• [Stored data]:
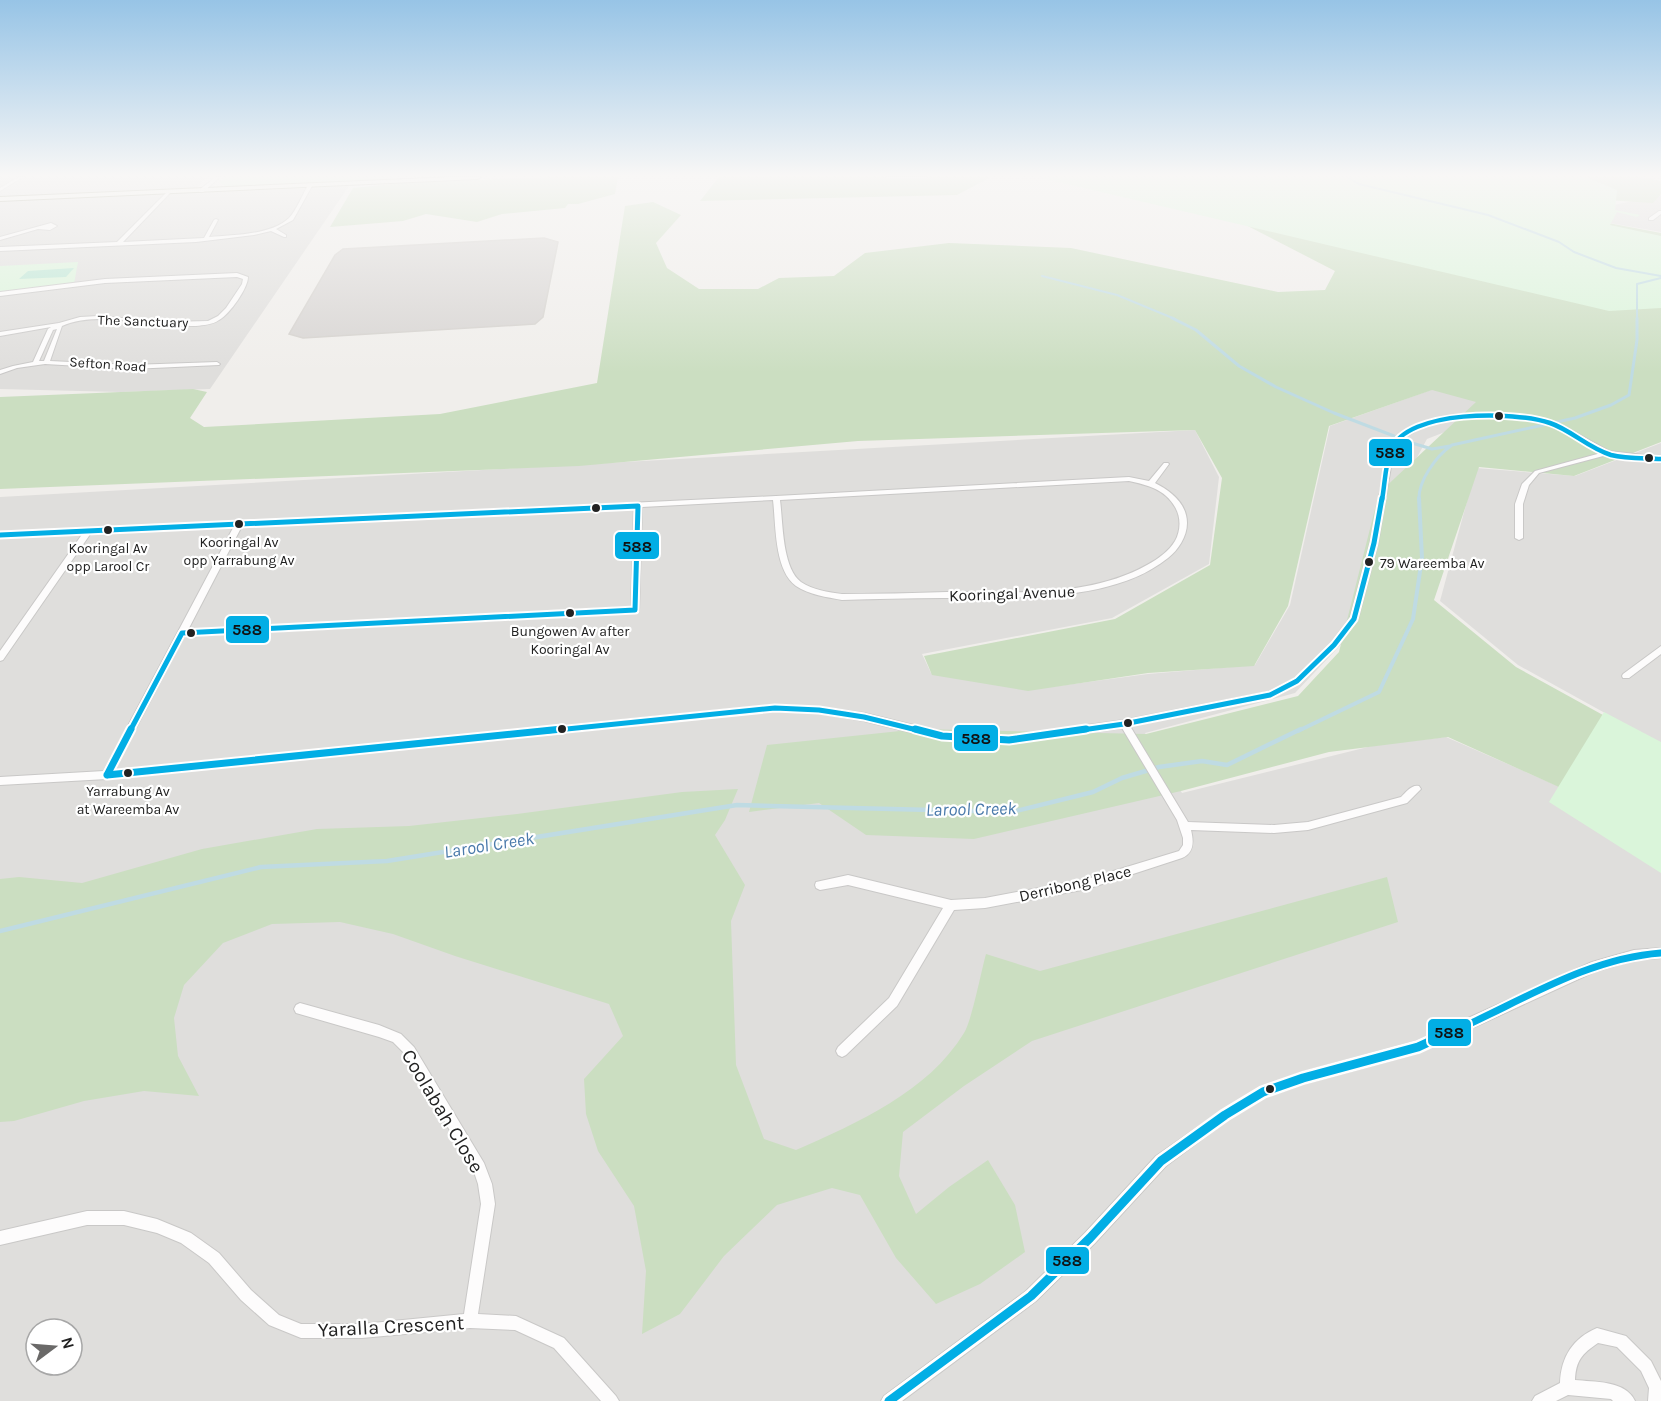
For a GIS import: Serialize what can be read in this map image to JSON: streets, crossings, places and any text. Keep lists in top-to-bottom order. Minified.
{"streets":{"street":["The Sanctuary","Sefton Road","Kooringal Avenue","Derribong Place","Coolabah Close","Yaralla Crescent"]},"crossings":[["Coolabah Close","Yaralla Crescent"]],"water":["Larool Creek"],"places":["Kooringal Av opp Yarrabung Av","Kooringal Av opp Larool Cr","79 Wareemba Av","Bungowen Av after Kooringal Av","Yarrabung Av at Wareemba Av"],"lines":["transit line 588"],"north":"right"}
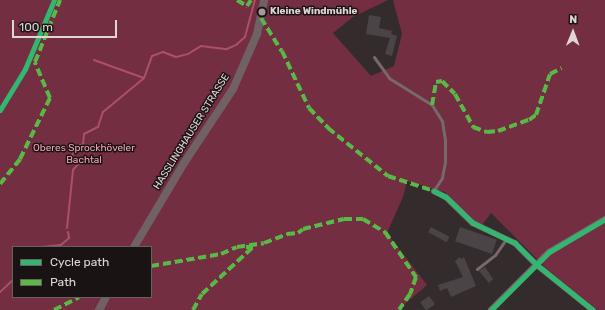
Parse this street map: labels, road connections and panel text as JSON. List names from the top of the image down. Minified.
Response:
{"streets":{"main road":["HASSLINGHAUSER STRASSE"]},"parks":["Oberes Sprockhöveler Bachtal"],"places":["Kleine Windmühle"],"legend":["Cycle path","Path"],"scale_bar":"100 m","north":"top"}
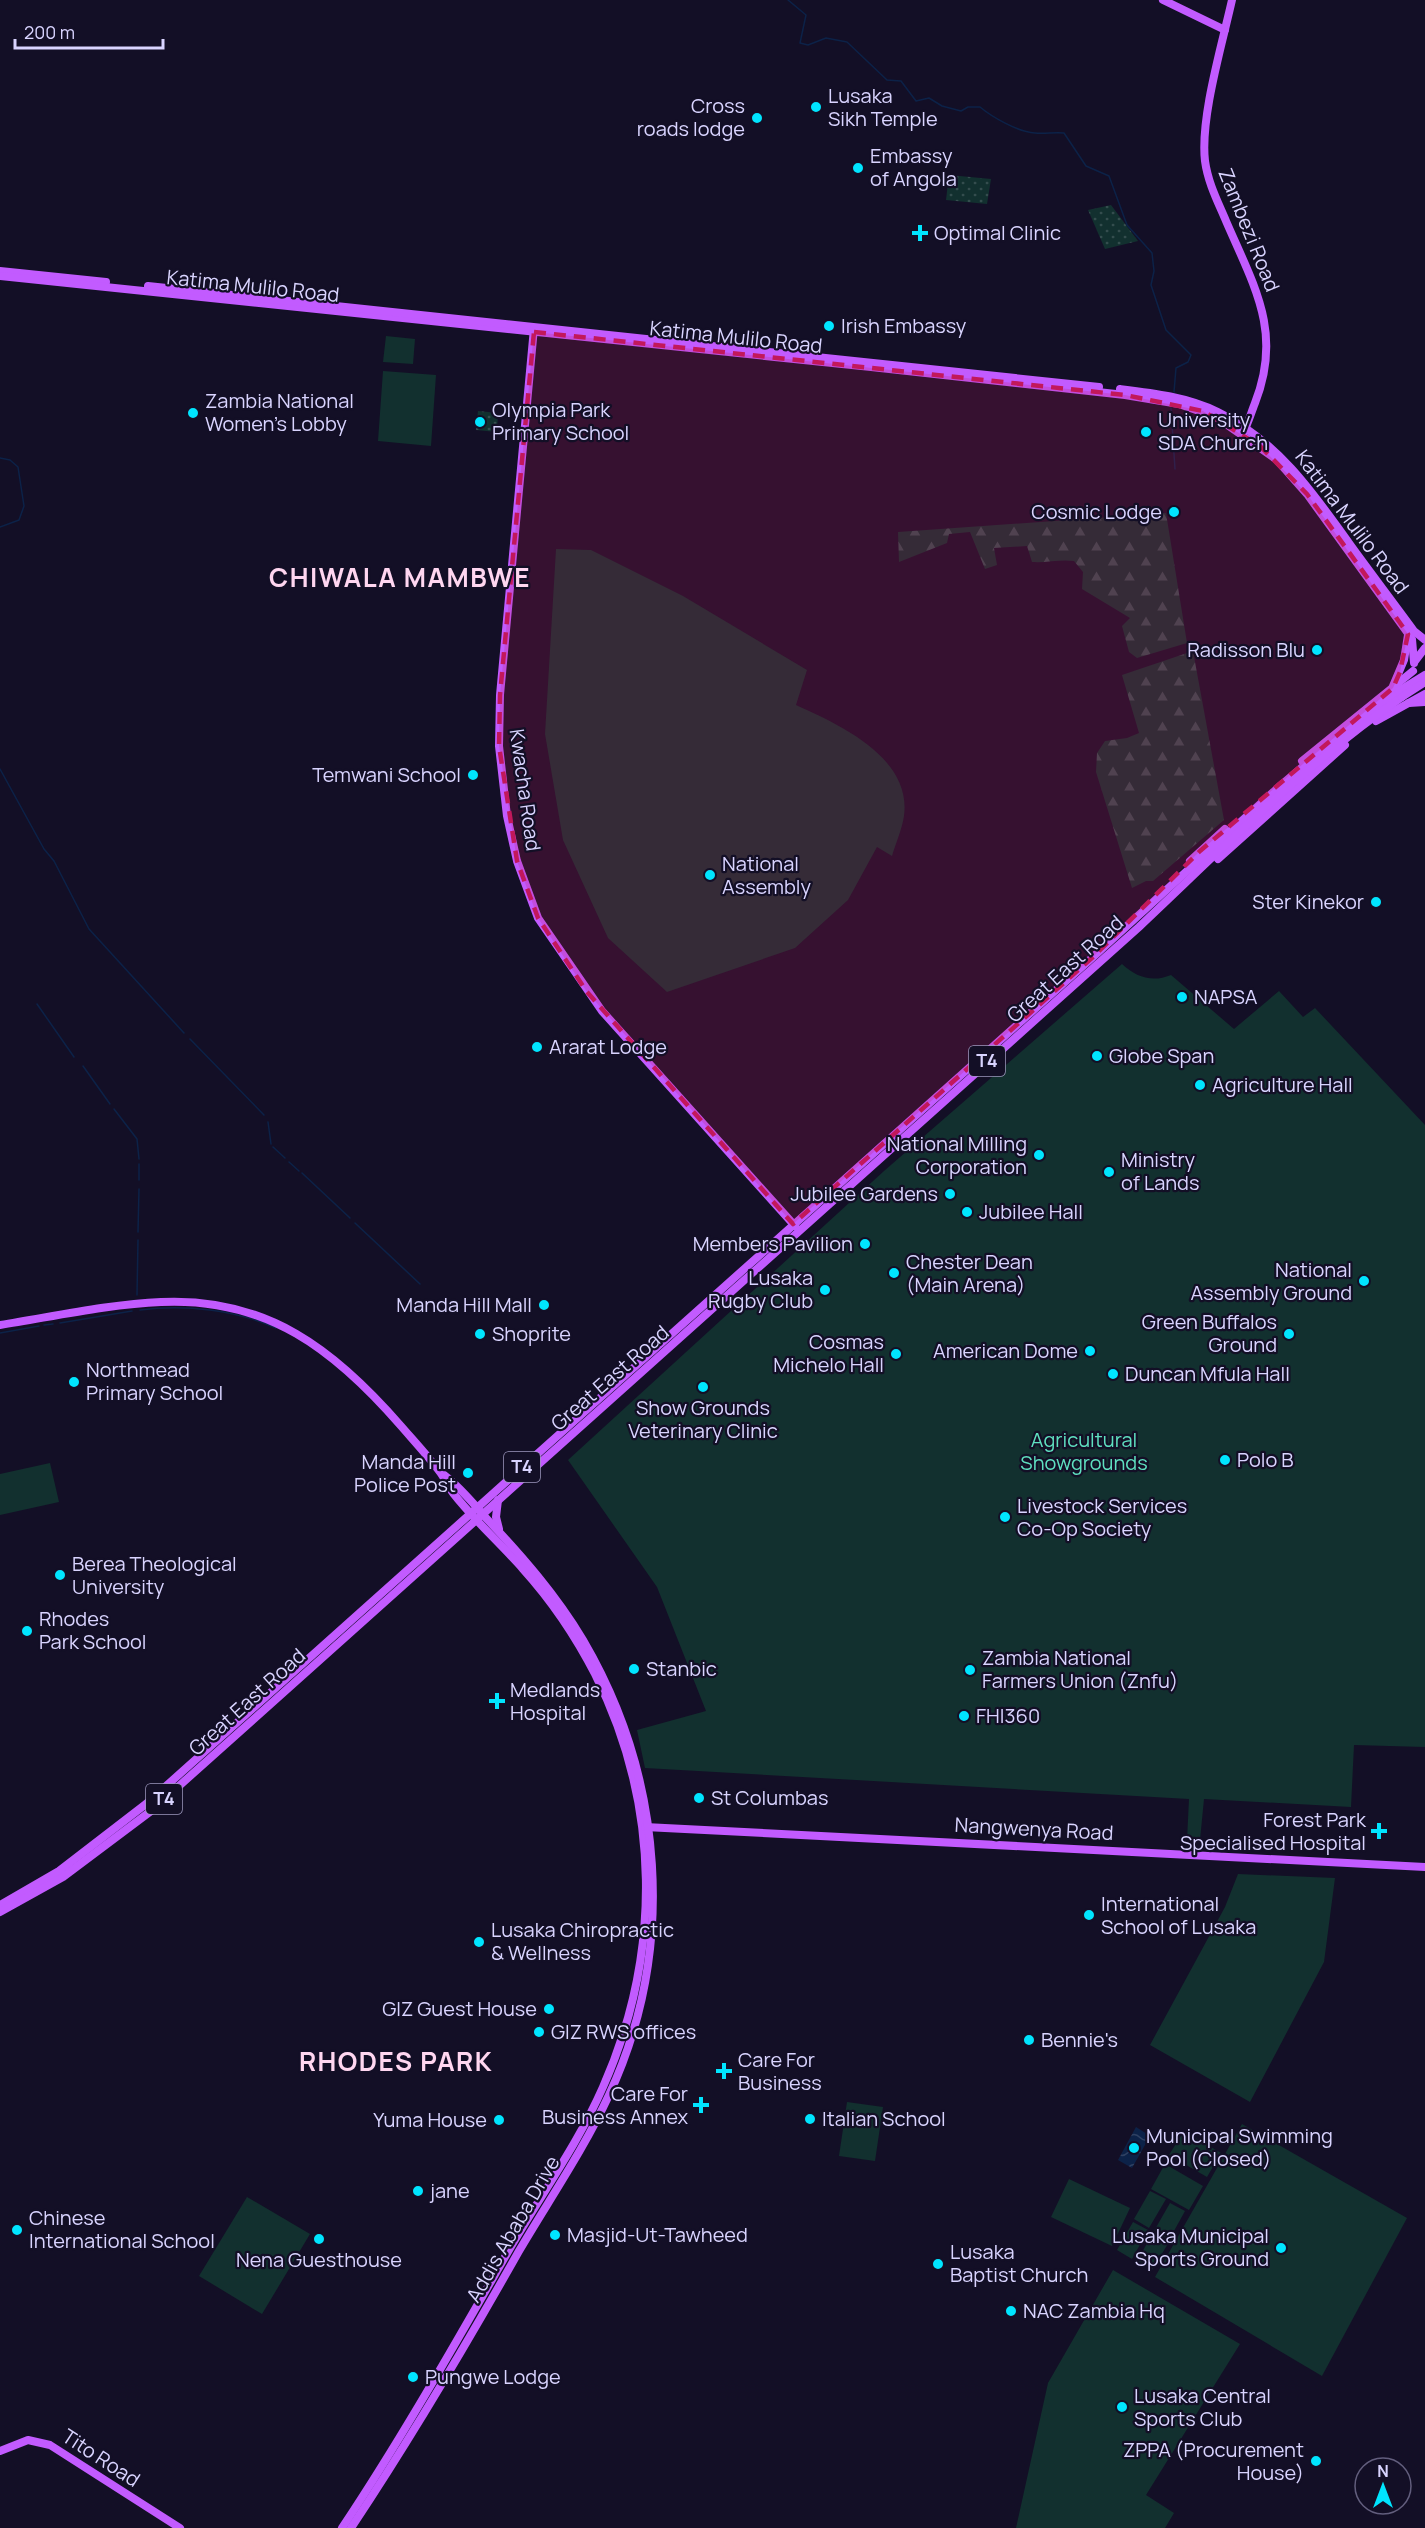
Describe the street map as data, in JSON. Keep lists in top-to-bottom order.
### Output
{
  "streets": {
    "main road": [
      "Zambezi Road",
      "Katima Mulilo Road",
      "Kwacha Road",
      "Great East Road",
      "T4",
      "Nangwenya Road",
      "Addis Ababa Drive",
      "Tito Road"
    ]
  },
  "crossings": [
    ["Zambezi Road", "Katima Mulilo Road"],
    ["Katima Mulilo Road", "Kwacha Road"],
    ["Katima Mulilo Road", "Great East Road"],
    ["Kwacha Road", "Great East Road"],
    ["Great East Road", "Addis Ababa Drive"],
    ["Nangwenya Road", "Addis Ababa Drive"]
  ],
  "districts": ["CHIWALA MAMBWE", "RHODES PARK"],
  "parks": ["Agricultural Showgrounds"],
  "places": {
    "other": [
      "Lusaka Sikh Temple",
      "Cross roads lodge",
      "Embassy of Angola",
      "Irish Embassy",
      "Zambia National Women's Lobby",
      "Olympia Park Primary School",
      "University SDA Church",
      "Cosmic Lodge",
      "Radisson Blu",
      "Temwani School",
      "National Assembly",
      "Ster Kinekor",
      "NAPSA",
      "Ararat Lodge",
      "Globe Span",
      "Agriculture Hall",
      "National Milling Corporation",
      "Ministry of Lands",
      "Jubilee Gardens",
      "Jubilee Hall",
      "Members Pavilion",
      "Chester Dean (Main Arena)",
      "National Assembly Ground",
      "Lusaka Rugby Club",
      "Manda Hill Mall",
      "Shoprite",
      "Green Buffalos Ground",
      "American Dome",
      "Cosmas Michelo Hall",
      "Duncan Mfula Hall",
      "Northmead Primary School",
      "Show Grounds Veterinary Clinic",
      "Polo B",
      "Manda Hill Police Post",
      "Livestock Services Co-Op Society",
      "Berea Theological University",
      "Rhodes Park School",
      "Stanbic",
      "Zambia National Farmers Union (Znfu)",
      "FHI360",
      "St Columbas",
      "International School of Lusaka",
      "Lusaka Chiropractic & Wellness",
      "GIZ Guest House",
      "GIZ RWS offices",
      "Bennie's",
      "Italian School",
      "Yuma House",
      "Municipal Swimming Pool (Closed)",
      "jane",
      "Chinese International School",
      "Masjid-Ut-Tawheed",
      "Nena Guesthouse",
      "Lusaka Municipal Sports Ground",
      "Lusaka Baptist Church",
      "NAC Zambia Hq",
      "Pungwe Lodge",
      "Lusaka Central Sports Club",
      "ZPPA (Procurement House)"
    ],
    "health": [
      "Optimal Clinic",
      "Medlands Hospital",
      "Forest Park Specialised Hospital",
      "Care For Business",
      "Care For Business Annex"
    ]
  },
  "scale_bar": "200 m",
  "north": "top"
}
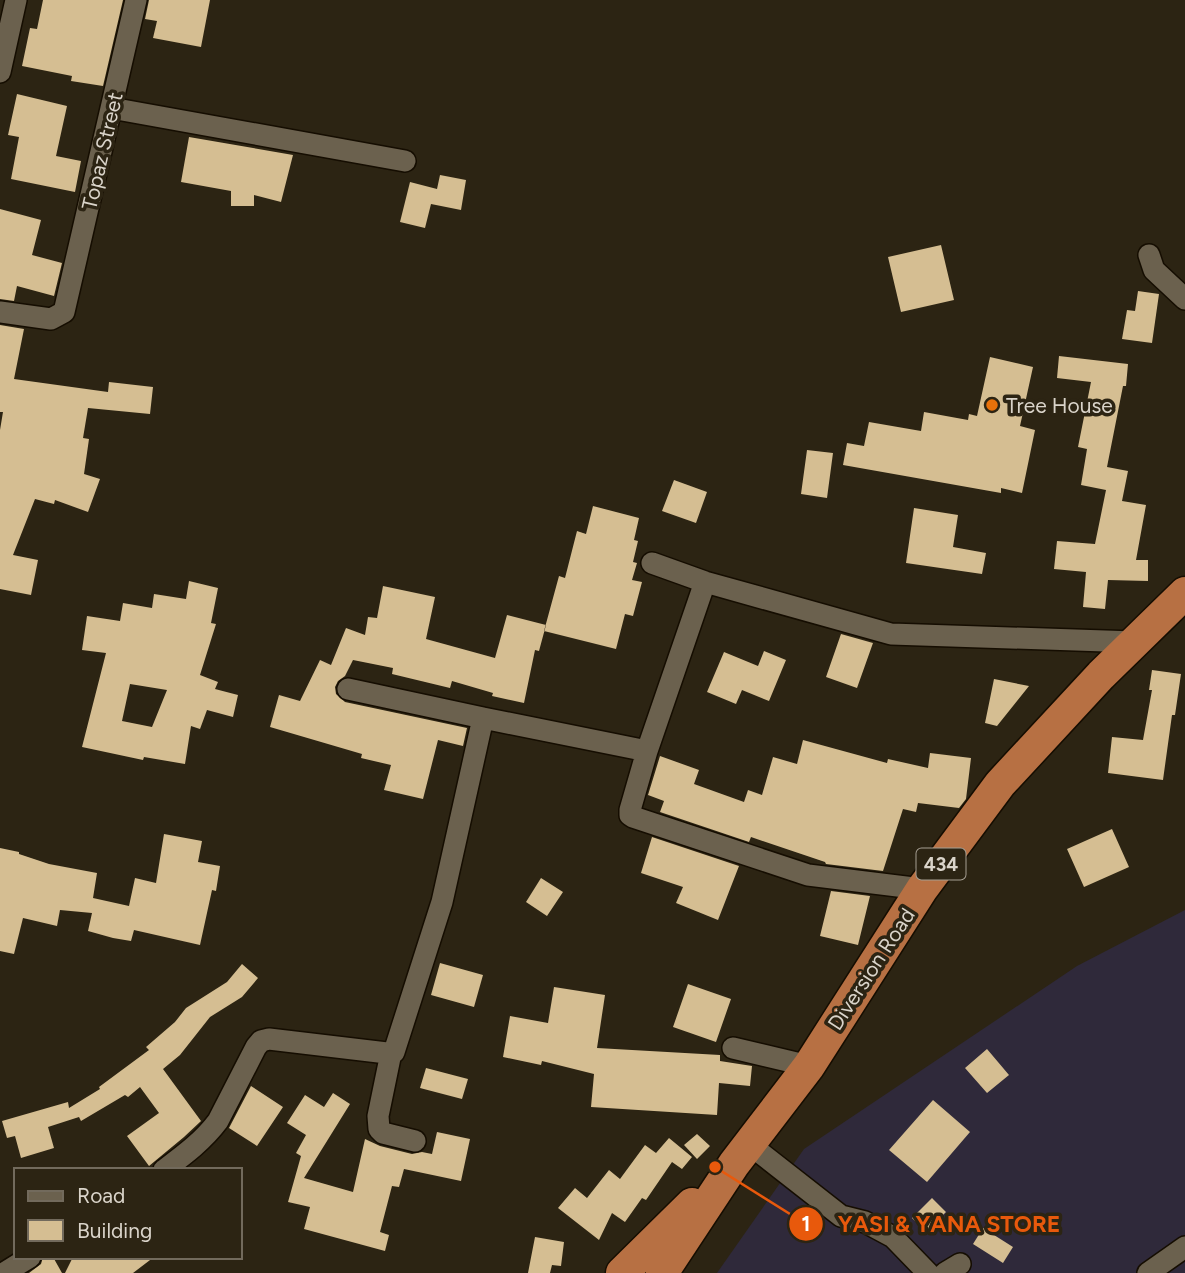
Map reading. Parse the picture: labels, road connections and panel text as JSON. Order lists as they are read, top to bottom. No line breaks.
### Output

• [Work required]: Pictures aside, give the data again exactly as it appears.

• [Result for this task]:
For a GIS import: Serialize what can be read in this map image to JSON: streets, crossings, places and any text. Keep lists in top-to-bottom order. Minified.
{"streets":{"street":["The Sanctuary","Sefton Road","Kooringal Avenue","Derribong Place","Coolabah Close","Yaralla Crescent"]},"crossings":[["Coolabah Close","Yaralla Crescent"]],"water":["Larool Creek"],"places":["Kooringal Av opp Yarrabung Av","Kooringal Av opp Larool Cr","79 Wareemba Av","Bungowen Av after Kooringal Av","Yarrabung Av at Wareemba Av"],"lines":["transit line 588"],"north":"right"}
Parse this street map: labels, road connections and panel text as JSON. List names from the top of the image down. Minified.
Response:
{"streets":{"main road":["HASSLINGHAUSER STRASSE"]},"parks":["Oberes Sprockhöveler Bachtal"],"places":["Kleine Windmühle"],"legend":["Cycle path","Path"],"scale_bar":"100 m","north":"top"}
Describe the street map as data, in JSON. Keep lists in top-to-bottom order.
### Output
{
  "streets": {
    "main road": [
      "Zambezi Road",
      "Katima Mulilo Road",
      "Kwacha Road",
      "Great East Road",
      "T4",
      "Nangwenya Road",
      "Addis Ababa Drive",
      "Tito Road"
    ]
  },
  "crossings": [
    ["Zambezi Road", "Katima Mulilo Road"],
    ["Katima Mulilo Road", "Kwacha Road"],
    ["Katima Mulilo Road", "Great East Road"],
    ["Kwacha Road", "Great East Road"],
    ["Great East Road", "Addis Ababa Drive"],
    ["Nangwenya Road", "Addis Ababa Drive"]
  ],
  "districts": ["CHIWALA MAMBWE", "RHODES PARK"],
  "parks": ["Agricultural Showgrounds"],
  "places": {
    "other": [
      "Lusaka Sikh Temple",
      "Cross roads lodge",
      "Embassy of Angola",
      "Irish Embassy",
      "Zambia National Women's Lobby",
      "Olympia Park Primary School",
      "University SDA Church",
      "Cosmic Lodge",
      "Radisson Blu",
      "Temwani School",
      "National Assembly",
      "Ster Kinekor",
      "NAPSA",
      "Ararat Lodge",
      "Globe Span",
      "Agriculture Hall",
      "National Milling Corporation",
      "Ministry of Lands",
      "Jubilee Gardens",
      "Jubilee Hall",
      "Members Pavilion",
      "Chester Dean (Main Arena)",
      "National Assembly Ground",
      "Lusaka Rugby Club",
      "Manda Hill Mall",
      "Shoprite",
      "Green Buffalos Ground",
      "American Dome",
      "Cosmas Michelo Hall",
      "Duncan Mfula Hall",
      "Northmead Primary School",
      "Show Grounds Veterinary Clinic",
      "Polo B",
      "Manda Hill Police Post",
      "Livestock Services Co-Op Society",
      "Berea Theological University",
      "Rhodes Park School",
      "Stanbic",
      "Zambia National Farmers Union (Znfu)",
      "FHI360",
      "St Columbas",
      "International School of Lusaka",
      "Lusaka Chiropractic & Wellness",
      "GIZ Guest House",
      "GIZ RWS offices",
      "Bennie's",
      "Italian School",
      "Yuma House",
      "Municipal Swimming Pool (Closed)",
      "jane",
      "Chinese International School",
      "Masjid-Ut-Tawheed",
      "Nena Guesthouse",
      "Lusaka Municipal Sports Ground",
      "Lusaka Baptist Church",
      "NAC Zambia Hq",
      "Pungwe Lodge",
      "Lusaka Central Sports Club",
      "ZPPA (Procurement House)"
    ],
    "health": [
      "Optimal Clinic",
      "Medlands Hospital",
      "Forest Park Specialised Hospital",
      "Care For Business",
      "Care For Business Annex"
    ]
  },
  "scale_bar": "200 m",
  "north": "top"
}
Map reading. Parse the picture: labels, road connections and panel text as JSON. Order lists as they are read, top to bottom. No line breaks.
### Output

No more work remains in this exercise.